(Stored data)
-------

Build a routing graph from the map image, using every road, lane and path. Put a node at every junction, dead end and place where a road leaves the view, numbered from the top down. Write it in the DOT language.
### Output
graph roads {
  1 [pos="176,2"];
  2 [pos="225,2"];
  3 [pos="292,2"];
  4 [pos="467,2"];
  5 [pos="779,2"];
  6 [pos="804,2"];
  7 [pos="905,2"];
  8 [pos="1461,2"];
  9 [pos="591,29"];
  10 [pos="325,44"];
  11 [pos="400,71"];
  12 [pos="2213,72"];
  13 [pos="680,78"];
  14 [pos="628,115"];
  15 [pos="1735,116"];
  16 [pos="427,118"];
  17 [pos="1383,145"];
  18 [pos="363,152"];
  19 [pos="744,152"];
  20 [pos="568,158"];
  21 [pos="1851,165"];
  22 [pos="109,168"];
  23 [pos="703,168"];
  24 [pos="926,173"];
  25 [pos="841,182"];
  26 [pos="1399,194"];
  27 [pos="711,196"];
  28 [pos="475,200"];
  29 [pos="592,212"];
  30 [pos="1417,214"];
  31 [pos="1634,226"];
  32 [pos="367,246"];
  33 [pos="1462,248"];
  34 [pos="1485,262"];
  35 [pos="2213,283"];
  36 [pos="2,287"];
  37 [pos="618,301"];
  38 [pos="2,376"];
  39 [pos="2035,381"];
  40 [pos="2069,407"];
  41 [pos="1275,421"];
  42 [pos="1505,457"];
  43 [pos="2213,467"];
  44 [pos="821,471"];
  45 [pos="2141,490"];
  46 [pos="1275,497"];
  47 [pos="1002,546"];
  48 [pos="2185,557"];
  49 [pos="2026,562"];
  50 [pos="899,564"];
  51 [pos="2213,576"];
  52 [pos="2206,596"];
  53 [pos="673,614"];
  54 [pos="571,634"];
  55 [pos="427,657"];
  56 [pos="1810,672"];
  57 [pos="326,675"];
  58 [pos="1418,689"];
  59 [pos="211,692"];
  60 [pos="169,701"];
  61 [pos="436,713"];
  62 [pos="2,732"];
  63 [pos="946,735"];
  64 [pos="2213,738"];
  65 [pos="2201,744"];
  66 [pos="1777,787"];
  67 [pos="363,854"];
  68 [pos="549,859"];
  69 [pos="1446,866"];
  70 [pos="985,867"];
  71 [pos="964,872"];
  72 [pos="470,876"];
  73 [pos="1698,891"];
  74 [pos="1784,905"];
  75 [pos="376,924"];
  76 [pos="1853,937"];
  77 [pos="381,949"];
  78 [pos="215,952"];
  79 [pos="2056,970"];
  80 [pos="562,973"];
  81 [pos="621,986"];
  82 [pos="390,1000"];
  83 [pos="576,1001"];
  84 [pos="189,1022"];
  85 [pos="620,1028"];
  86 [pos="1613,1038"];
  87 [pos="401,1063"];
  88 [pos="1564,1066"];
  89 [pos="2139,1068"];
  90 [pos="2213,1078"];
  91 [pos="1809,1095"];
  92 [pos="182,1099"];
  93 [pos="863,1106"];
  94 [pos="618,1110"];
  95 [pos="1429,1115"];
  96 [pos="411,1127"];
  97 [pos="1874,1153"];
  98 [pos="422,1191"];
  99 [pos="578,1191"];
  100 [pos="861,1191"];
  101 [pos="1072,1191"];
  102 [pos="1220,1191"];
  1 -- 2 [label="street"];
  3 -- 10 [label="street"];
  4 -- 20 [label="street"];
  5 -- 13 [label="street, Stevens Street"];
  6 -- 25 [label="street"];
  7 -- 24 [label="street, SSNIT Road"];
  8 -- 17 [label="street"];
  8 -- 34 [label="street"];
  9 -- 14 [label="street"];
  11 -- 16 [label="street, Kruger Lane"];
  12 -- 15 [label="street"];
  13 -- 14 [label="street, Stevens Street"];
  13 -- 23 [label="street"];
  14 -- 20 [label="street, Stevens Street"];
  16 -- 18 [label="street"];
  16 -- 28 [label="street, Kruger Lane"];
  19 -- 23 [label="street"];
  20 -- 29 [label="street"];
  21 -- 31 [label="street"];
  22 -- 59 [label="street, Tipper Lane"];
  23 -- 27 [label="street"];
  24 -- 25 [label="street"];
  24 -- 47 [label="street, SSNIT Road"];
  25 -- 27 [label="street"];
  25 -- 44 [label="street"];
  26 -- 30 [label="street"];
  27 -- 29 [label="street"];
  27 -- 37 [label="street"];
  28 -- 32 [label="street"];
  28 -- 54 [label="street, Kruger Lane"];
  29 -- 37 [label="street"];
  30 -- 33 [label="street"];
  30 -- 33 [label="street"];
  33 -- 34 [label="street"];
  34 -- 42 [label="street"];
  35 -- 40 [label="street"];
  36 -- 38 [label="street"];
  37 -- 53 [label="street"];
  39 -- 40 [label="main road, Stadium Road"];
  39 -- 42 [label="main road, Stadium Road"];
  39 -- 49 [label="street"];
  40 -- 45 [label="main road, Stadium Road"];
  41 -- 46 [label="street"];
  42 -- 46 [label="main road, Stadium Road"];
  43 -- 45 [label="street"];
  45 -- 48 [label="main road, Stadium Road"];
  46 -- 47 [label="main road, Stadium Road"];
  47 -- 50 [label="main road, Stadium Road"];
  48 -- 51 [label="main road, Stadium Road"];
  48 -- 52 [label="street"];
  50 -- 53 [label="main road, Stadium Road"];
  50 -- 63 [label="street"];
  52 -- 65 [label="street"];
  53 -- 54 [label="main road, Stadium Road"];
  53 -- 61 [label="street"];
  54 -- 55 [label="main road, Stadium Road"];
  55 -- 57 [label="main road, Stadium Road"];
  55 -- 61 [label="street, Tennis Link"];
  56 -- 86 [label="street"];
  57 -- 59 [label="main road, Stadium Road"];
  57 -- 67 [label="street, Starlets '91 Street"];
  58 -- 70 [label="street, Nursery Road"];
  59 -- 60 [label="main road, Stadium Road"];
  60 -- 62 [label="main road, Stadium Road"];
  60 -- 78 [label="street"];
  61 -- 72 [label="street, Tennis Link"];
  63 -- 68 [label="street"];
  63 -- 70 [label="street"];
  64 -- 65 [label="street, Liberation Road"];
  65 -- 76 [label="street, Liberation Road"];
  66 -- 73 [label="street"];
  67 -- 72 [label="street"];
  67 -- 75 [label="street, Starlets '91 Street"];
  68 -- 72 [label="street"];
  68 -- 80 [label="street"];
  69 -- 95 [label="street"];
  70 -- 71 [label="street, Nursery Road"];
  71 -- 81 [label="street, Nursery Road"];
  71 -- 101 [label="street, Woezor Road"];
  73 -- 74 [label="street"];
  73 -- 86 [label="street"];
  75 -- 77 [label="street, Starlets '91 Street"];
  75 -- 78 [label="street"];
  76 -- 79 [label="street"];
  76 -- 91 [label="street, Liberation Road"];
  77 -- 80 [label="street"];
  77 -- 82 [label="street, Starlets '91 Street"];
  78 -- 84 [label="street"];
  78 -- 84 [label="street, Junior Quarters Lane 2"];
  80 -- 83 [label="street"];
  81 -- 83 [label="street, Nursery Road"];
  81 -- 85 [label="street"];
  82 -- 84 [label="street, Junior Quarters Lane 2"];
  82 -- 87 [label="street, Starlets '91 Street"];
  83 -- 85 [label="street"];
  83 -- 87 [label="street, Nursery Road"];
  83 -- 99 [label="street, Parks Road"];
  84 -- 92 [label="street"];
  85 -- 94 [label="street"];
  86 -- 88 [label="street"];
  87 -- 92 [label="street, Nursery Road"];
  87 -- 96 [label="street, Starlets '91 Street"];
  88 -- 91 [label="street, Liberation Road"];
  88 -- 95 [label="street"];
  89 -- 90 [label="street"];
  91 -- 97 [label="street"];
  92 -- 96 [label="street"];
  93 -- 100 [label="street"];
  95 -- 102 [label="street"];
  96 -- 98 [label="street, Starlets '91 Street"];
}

-------

• [Task goal]:
Retype all of the data shown above, word for word.

• [Answer section]:
Build a routing graph from the map image, using every road, lane and path. Put a node at every junction, dead end and place where a road leaves the view, numbered from the top down. Write it in the DOT language.
### Output
graph roads {
  1 [pos="176,2"];
  2 [pos="225,2"];
  3 [pos="292,2"];
  4 [pos="467,2"];
  5 [pos="779,2"];
  6 [pos="804,2"];
  7 [pos="905,2"];
  8 [pos="1461,2"];
  9 [pos="591,29"];
  10 [pos="325,44"];
  11 [pos="400,71"];
  12 [pos="2213,72"];
  13 [pos="680,78"];
  14 [pos="628,115"];
  15 [pos="1735,116"];
  16 [pos="427,118"];
  17 [pos="1383,145"];
  18 [pos="363,152"];
  19 [pos="744,152"];
  20 [pos="568,158"];
  21 [pos="1851,165"];
  22 [pos="109,168"];
  23 [pos="703,168"];
  24 [pos="926,173"];
  25 [pos="841,182"];
  26 [pos="1399,194"];
  27 [pos="711,196"];
  28 [pos="475,200"];
  29 [pos="592,212"];
  30 [pos="1417,214"];
  31 [pos="1634,226"];
  32 [pos="367,246"];
  33 [pos="1462,248"];
  34 [pos="1485,262"];
  35 [pos="2213,283"];
  36 [pos="2,287"];
  37 [pos="618,301"];
  38 [pos="2,376"];
  39 [pos="2035,381"];
  40 [pos="2069,407"];
  41 [pos="1275,421"];
  42 [pos="1505,457"];
  43 [pos="2213,467"];
  44 [pos="821,471"];
  45 [pos="2141,490"];
  46 [pos="1275,497"];
  47 [pos="1002,546"];
  48 [pos="2185,557"];
  49 [pos="2026,562"];
  50 [pos="899,564"];
  51 [pos="2213,576"];
  52 [pos="2206,596"];
  53 [pos="673,614"];
  54 [pos="571,634"];
  55 [pos="427,657"];
  56 [pos="1810,672"];
  57 [pos="326,675"];
  58 [pos="1418,689"];
  59 [pos="211,692"];
  60 [pos="169,701"];
  61 [pos="436,713"];
  62 [pos="2,732"];
  63 [pos="946,735"];
  64 [pos="2213,738"];
  65 [pos="2201,744"];
  66 [pos="1777,787"];
  67 [pos="363,854"];
  68 [pos="549,859"];
  69 [pos="1446,866"];
  70 [pos="985,867"];
  71 [pos="964,872"];
  72 [pos="470,876"];
  73 [pos="1698,891"];
  74 [pos="1784,905"];
  75 [pos="376,924"];
  76 [pos="1853,937"];
  77 [pos="381,949"];
  78 [pos="215,952"];
  79 [pos="2056,970"];
  80 [pos="562,973"];
  81 [pos="621,986"];
  82 [pos="390,1000"];
  83 [pos="576,1001"];
  84 [pos="189,1022"];
  85 [pos="620,1028"];
  86 [pos="1613,1038"];
  87 [pos="401,1063"];
  88 [pos="1564,1066"];
  89 [pos="2139,1068"];
  90 [pos="2213,1078"];
  91 [pos="1809,1095"];
  92 [pos="182,1099"];
  93 [pos="863,1106"];
  94 [pos="618,1110"];
  95 [pos="1429,1115"];
  96 [pos="411,1127"];
  97 [pos="1874,1153"];
  98 [pos="422,1191"];
  99 [pos="578,1191"];
  100 [pos="861,1191"];
  101 [pos="1072,1191"];
  102 [pos="1220,1191"];
  1 -- 2 [label="street"];
  3 -- 10 [label="street"];
  4 -- 20 [label="street"];
  5 -- 13 [label="street, Stevens Street"];
  6 -- 25 [label="street"];
  7 -- 24 [label="street, SSNIT Road"];
  8 -- 17 [label="street"];
  8 -- 34 [label="street"];
  9 -- 14 [label="street"];
  11 -- 16 [label="street, Kruger Lane"];
  12 -- 15 [label="street"];
  13 -- 14 [label="street, Stevens Street"];
  13 -- 23 [label="street"];
  14 -- 20 [label="street, Stevens Street"];
  16 -- 18 [label="street"];
  16 -- 28 [label="street, Kruger Lane"];
  19 -- 23 [label="street"];
  20 -- 29 [label="street"];
  21 -- 31 [label="street"];
  22 -- 59 [label="street, Tipper Lane"];
  23 -- 27 [label="street"];
  24 -- 25 [label="street"];
  24 -- 47 [label="street, SSNIT Road"];
  25 -- 27 [label="street"];
  25 -- 44 [label="street"];
  26 -- 30 [label="street"];
  27 -- 29 [label="street"];
  27 -- 37 [label="street"];
  28 -- 32 [label="street"];
  28 -- 54 [label="street, Kruger Lane"];
  29 -- 37 [label="street"];
  30 -- 33 [label="street"];
  30 -- 33 [label="street"];
  33 -- 34 [label="street"];
  34 -- 42 [label="street"];
  35 -- 40 [label="street"];
  36 -- 38 [label="street"];
  37 -- 53 [label="street"];
  39 -- 40 [label="main road, Stadium Road"];
  39 -- 42 [label="main road, Stadium Road"];
  39 -- 49 [label="street"];
  40 -- 45 [label="main road, Stadium Road"];
  41 -- 46 [label="street"];
  42 -- 46 [label="main road, Stadium Road"];
  43 -- 45 [label="street"];
  45 -- 48 [label="main road, Stadium Road"];
  46 -- 47 [label="main road, Stadium Road"];
  47 -- 50 [label="main road, Stadium Road"];
  48 -- 51 [label="main road, Stadium Road"];
  48 -- 52 [label="street"];
  50 -- 53 [label="main road, Stadium Road"];
  50 -- 63 [label="street"];
  52 -- 65 [label="street"];
  53 -- 54 [label="main road, Stadium Road"];
  53 -- 61 [label="street"];
  54 -- 55 [label="main road, Stadium Road"];
  55 -- 57 [label="main road, Stadium Road"];
  55 -- 61 [label="street, Tennis Link"];
  56 -- 86 [label="street"];
  57 -- 59 [label="main road, Stadium Road"];
  57 -- 67 [label="street, Starlets '91 Street"];
  58 -- 70 [label="street, Nursery Road"];
  59 -- 60 [label="main road, Stadium Road"];
  60 -- 62 [label="main road, Stadium Road"];
  60 -- 78 [label="street"];
  61 -- 72 [label="street, Tennis Link"];
  63 -- 68 [label="street"];
  63 -- 70 [label="street"];
  64 -- 65 [label="street, Liberation Road"];
  65 -- 76 [label="street, Liberation Road"];
  66 -- 73 [label="street"];
  67 -- 72 [label="street"];
  67 -- 75 [label="street, Starlets '91 Street"];
  68 -- 72 [label="street"];
  68 -- 80 [label="street"];
  69 -- 95 [label="street"];
  70 -- 71 [label="street, Nursery Road"];
  71 -- 81 [label="street, Nursery Road"];
  71 -- 101 [label="street, Woezor Road"];
  73 -- 74 [label="street"];
  73 -- 86 [label="street"];
  75 -- 77 [label="street, Starlets '91 Street"];
  75 -- 78 [label="street"];
  76 -- 79 [label="street"];
  76 -- 91 [label="street, Liberation Road"];
  77 -- 80 [label="street"];
  77 -- 82 [label="street, Starlets '91 Street"];
  78 -- 84 [label="street"];
  78 -- 84 [label="street, Junior Quarters Lane 2"];
  80 -- 83 [label="street"];
  81 -- 83 [label="street, Nursery Road"];
  81 -- 85 [label="street"];
  82 -- 84 [label="street, Junior Quarters Lane 2"];
  82 -- 87 [label="street, Starlets '91 Street"];
  83 -- 85 [label="street"];
  83 -- 87 [label="street, Nursery Road"];
  83 -- 99 [label="street, Parks Road"];
  84 -- 92 [label="street"];
  85 -- 94 [label="street"];
  86 -- 88 [label="street"];
  87 -- 92 [label="street, Nursery Road"];
  87 -- 96 [label="street, Starlets '91 Street"];
  88 -- 91 [label="street, Liberation Road"];
  88 -- 95 [label="street"];
  89 -- 90 [label="street"];
  91 -- 97 [label="street"];
  92 -- 96 [label="street"];
  93 -- 100 [label="street"];
  95 -- 102 [label="street"];
  96 -- 98 [label="street, Starlets '91 Street"];
}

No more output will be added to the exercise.